### [Data for review]
· · · · · · ·

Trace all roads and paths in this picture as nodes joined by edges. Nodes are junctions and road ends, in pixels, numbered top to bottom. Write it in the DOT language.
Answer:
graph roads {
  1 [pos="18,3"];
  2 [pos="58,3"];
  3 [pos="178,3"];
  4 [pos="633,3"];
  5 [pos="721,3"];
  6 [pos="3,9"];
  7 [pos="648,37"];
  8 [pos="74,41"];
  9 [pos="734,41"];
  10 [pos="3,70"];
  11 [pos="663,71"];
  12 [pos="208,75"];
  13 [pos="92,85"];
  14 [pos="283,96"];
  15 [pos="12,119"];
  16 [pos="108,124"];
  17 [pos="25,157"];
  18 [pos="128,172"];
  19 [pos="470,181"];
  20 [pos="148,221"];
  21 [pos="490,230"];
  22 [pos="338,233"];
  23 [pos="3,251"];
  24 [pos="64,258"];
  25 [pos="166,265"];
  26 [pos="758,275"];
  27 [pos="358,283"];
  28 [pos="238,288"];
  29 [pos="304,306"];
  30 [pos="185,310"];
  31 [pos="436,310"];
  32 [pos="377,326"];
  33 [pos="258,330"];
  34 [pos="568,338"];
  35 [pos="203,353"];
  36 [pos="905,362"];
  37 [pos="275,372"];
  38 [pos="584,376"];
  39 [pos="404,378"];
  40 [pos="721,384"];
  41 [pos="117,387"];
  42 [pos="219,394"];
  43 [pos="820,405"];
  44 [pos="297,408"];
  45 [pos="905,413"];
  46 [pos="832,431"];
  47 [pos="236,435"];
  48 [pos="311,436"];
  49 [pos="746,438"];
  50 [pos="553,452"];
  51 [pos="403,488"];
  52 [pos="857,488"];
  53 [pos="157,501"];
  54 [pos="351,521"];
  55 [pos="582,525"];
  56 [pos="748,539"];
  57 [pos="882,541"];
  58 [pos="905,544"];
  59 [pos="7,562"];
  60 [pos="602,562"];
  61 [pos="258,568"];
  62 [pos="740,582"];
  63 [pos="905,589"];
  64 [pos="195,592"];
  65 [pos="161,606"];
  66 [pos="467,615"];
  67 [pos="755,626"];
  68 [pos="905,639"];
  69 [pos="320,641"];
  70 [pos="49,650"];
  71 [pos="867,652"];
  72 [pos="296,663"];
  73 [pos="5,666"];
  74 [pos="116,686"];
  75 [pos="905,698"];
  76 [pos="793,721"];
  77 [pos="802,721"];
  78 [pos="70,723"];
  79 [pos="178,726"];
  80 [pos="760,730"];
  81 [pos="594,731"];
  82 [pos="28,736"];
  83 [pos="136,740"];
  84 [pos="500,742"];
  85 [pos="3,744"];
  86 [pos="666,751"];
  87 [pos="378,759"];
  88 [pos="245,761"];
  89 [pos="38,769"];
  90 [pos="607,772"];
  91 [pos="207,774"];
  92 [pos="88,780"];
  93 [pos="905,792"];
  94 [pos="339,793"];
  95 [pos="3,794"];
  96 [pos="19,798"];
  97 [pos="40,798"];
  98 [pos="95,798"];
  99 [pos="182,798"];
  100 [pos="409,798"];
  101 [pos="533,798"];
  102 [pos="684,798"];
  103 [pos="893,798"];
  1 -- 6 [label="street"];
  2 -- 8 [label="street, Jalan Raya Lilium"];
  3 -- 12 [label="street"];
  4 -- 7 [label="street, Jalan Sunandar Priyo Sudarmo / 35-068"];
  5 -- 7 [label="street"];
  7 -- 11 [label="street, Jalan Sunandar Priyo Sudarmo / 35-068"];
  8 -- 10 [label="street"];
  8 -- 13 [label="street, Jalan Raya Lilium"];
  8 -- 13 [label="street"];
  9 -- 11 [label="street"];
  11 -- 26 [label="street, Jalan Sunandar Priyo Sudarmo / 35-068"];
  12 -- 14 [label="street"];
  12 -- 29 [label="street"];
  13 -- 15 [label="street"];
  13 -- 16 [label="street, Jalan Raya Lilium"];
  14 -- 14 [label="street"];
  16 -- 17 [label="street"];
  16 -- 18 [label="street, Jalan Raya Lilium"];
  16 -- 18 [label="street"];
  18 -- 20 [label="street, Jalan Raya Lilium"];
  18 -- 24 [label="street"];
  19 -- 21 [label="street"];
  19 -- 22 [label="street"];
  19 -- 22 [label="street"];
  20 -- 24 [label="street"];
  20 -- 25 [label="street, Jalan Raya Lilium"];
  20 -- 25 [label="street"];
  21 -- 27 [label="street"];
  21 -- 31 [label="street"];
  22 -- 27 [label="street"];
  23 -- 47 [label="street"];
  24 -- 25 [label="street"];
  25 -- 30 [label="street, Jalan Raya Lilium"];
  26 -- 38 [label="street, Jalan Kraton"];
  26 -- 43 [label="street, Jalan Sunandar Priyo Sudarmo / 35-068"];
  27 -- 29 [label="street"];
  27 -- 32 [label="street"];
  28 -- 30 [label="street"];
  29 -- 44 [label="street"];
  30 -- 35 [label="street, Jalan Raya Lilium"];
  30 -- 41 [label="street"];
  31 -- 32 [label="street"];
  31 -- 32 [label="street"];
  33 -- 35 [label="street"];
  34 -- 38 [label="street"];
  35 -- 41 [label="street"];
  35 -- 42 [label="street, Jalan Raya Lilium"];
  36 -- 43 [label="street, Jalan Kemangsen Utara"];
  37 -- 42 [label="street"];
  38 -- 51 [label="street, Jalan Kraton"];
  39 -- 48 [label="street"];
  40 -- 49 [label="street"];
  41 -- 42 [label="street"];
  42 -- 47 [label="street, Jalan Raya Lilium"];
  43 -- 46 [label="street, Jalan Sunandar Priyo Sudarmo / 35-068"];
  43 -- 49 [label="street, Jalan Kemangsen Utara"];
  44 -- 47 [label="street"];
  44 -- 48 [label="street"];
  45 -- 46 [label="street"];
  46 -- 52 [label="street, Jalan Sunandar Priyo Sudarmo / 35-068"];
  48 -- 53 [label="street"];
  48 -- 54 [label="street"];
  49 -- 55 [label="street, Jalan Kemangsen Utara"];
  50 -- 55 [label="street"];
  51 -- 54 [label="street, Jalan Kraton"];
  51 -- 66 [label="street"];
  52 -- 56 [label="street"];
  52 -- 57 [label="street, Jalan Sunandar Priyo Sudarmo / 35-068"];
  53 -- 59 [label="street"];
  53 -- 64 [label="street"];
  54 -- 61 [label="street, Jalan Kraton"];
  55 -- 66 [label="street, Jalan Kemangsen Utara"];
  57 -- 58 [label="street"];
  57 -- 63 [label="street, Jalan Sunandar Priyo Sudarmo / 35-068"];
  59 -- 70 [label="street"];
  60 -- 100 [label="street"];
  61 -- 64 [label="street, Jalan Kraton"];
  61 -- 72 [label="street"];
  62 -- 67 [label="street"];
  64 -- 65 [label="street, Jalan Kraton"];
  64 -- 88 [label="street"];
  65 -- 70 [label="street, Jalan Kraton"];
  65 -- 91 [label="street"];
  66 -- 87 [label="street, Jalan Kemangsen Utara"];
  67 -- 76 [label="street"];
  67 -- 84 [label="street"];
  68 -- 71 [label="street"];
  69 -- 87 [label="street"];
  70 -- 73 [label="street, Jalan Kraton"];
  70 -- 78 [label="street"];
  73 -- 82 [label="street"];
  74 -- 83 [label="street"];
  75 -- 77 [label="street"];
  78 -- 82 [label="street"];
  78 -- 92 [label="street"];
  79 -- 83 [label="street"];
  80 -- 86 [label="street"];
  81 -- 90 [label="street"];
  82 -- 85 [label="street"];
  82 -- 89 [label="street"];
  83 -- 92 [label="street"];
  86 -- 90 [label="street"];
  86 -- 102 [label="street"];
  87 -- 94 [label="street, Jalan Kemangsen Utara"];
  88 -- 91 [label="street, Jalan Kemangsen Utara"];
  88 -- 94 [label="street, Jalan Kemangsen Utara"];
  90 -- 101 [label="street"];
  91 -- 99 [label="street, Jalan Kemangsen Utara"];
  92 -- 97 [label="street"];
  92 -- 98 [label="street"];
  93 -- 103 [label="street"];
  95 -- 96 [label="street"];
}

· · · · · · ·

For this exercise, return every line from the data that holds the string "roads".

### [Answer below]
Trace all roads and paths in this picture as nodes joined by edges. Nodes are junctions and road ends, in pixels, numbered top to bottom. Write it in the DOT language.
graph roads {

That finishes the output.